Centmin Mod ships with production-ready Nginx settings. Below are the key directives you may want to adjust based on your server's workload.

Buffer Sizes

Buffer settings control how Nginx handles request and response data in memory:

client_body_buffer_size    256k;
client_header_buffer_size  64k;
client_max_body_size       50m;
large_client_header_buffers 4 64k;

Timeouts

client_body_timeout   10;
client_header_timeout 10;
send_timeout          60;

Gzip Compression

Gzip compression reduces response sizes and improves page load times. Centmin Mod enables this by default:

gzip on;
gzip_vary on;
gzip_disable "MSIE [1-6]\.";
gzip_proxied any;
gzip_comp_level 5;
gzip_min_length 1024;
gzip_buffers 16 8k;
gzip_http_version 1.1;
gzip_types text/plain text/css application/json
           application/javascript text/xml
           application/xml application/xml+rss
           text/javascript image/svg+xml;

A gzip_comp_level of 5 provides a good balance between compression ratio and CPU usage. Higher levels yield diminishing returns while increasing CPU overhead.

Nginx Rewrite & App Configs

Nginx does not support Apache mod_rewrite syntax. You need to convert Apache rewrite rules to Nginx's HttpRewriteModule syntax. The official Nginx documentation provides examples for converting Apache rewrites.

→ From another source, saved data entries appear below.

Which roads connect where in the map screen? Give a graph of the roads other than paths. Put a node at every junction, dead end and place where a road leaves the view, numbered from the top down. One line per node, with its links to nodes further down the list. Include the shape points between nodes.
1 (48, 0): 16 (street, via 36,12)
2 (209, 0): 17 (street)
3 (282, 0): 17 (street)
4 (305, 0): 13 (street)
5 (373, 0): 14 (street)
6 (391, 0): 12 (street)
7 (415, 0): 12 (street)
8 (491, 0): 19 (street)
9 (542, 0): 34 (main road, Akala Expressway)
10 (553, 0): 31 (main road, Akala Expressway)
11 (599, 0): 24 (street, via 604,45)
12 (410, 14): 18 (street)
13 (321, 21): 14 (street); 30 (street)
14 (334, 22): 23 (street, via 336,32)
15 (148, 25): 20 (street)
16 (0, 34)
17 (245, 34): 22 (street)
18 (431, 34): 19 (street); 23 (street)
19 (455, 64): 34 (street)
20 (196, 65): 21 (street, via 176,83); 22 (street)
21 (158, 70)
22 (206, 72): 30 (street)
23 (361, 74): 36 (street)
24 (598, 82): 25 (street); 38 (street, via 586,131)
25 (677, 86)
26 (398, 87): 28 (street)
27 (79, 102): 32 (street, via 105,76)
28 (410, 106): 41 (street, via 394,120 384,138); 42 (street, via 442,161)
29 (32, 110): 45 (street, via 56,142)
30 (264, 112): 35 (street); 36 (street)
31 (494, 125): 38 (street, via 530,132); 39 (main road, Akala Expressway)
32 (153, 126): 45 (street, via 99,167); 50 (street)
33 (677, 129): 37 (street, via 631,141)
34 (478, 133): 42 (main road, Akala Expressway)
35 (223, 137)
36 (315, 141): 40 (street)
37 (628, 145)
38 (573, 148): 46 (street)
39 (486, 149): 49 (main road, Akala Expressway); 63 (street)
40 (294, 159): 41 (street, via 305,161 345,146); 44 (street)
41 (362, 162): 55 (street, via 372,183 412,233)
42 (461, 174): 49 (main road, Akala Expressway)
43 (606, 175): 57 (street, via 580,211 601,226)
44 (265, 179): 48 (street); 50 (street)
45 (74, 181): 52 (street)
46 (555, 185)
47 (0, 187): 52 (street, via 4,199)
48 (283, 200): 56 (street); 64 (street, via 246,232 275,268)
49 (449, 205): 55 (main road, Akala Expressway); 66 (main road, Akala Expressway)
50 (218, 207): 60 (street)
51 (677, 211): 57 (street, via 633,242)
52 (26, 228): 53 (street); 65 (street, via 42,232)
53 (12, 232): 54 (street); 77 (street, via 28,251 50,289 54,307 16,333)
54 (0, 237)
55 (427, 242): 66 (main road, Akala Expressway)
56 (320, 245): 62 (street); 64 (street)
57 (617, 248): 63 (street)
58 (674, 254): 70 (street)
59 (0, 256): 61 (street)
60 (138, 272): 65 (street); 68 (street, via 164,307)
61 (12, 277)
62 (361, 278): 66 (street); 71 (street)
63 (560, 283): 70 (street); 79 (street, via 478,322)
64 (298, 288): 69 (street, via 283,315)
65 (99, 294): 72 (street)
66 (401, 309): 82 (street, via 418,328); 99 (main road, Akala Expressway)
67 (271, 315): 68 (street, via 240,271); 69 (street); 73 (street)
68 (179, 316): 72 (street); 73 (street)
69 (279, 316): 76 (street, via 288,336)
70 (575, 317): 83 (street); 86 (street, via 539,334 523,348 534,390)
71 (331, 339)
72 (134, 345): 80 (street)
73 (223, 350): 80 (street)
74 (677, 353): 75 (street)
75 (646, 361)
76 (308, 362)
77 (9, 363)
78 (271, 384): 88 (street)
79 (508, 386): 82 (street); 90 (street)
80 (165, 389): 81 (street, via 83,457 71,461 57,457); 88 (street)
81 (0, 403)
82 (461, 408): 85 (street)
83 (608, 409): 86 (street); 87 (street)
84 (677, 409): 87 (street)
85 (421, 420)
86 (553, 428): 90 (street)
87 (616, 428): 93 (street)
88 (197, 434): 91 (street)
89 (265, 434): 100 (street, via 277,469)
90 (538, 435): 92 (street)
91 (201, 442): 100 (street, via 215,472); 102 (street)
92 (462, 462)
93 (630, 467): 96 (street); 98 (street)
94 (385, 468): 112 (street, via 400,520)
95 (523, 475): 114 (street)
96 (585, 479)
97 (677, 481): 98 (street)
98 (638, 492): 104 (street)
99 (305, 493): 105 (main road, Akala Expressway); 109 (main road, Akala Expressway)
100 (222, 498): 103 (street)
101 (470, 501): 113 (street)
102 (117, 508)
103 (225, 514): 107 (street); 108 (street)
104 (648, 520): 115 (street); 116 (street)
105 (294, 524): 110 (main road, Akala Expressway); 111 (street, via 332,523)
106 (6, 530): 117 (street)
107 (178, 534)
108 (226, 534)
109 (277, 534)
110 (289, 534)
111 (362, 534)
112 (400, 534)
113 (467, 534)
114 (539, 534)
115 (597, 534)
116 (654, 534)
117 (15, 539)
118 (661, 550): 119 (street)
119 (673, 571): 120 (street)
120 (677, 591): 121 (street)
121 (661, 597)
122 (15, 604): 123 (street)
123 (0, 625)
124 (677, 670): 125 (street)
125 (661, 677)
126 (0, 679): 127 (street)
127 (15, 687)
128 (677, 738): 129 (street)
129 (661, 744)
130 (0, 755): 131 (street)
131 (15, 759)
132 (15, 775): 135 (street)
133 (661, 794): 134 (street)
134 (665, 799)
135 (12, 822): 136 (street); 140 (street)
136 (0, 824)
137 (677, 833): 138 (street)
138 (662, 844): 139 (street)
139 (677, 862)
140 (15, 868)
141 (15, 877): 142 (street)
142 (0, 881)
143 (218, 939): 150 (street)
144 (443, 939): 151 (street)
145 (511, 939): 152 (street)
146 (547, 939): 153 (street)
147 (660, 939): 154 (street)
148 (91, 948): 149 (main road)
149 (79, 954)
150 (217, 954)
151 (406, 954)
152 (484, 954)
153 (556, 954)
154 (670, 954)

Below are links to Nginx configuration examples and rewrite rules for popular web applications:

Can't find what you need? Check the official Nginx forums and the Nginx Wiki.

Testing & Reloading

Always test your Nginx configuration before reloading to avoid downtime from syntax errors.

Test Configuration Syntax

Run the config test command to validate your changes:

nginx -t

A successful test outputs:

nginx: the configuration file /usr/local/nginx/conf/nginx.conf syntax is ok
nginx: configuration file /usr/local/nginx/conf/nginx.conf test is successful

Reload Nginx

After a successful test, gracefully reload Nginx to apply the new configuration without dropping active connections:

# Reload (graceful - preferred)
service nginx reload

# Or using the Nginx signal directly
nginx -s reload

# Restart (full stop/start - use only when needed)
service nginx restart

Always run nginx -t before service nginx reload. A failed reload due to syntax errors can prevent Nginx from accepting new connections even though existing ones continue to be served.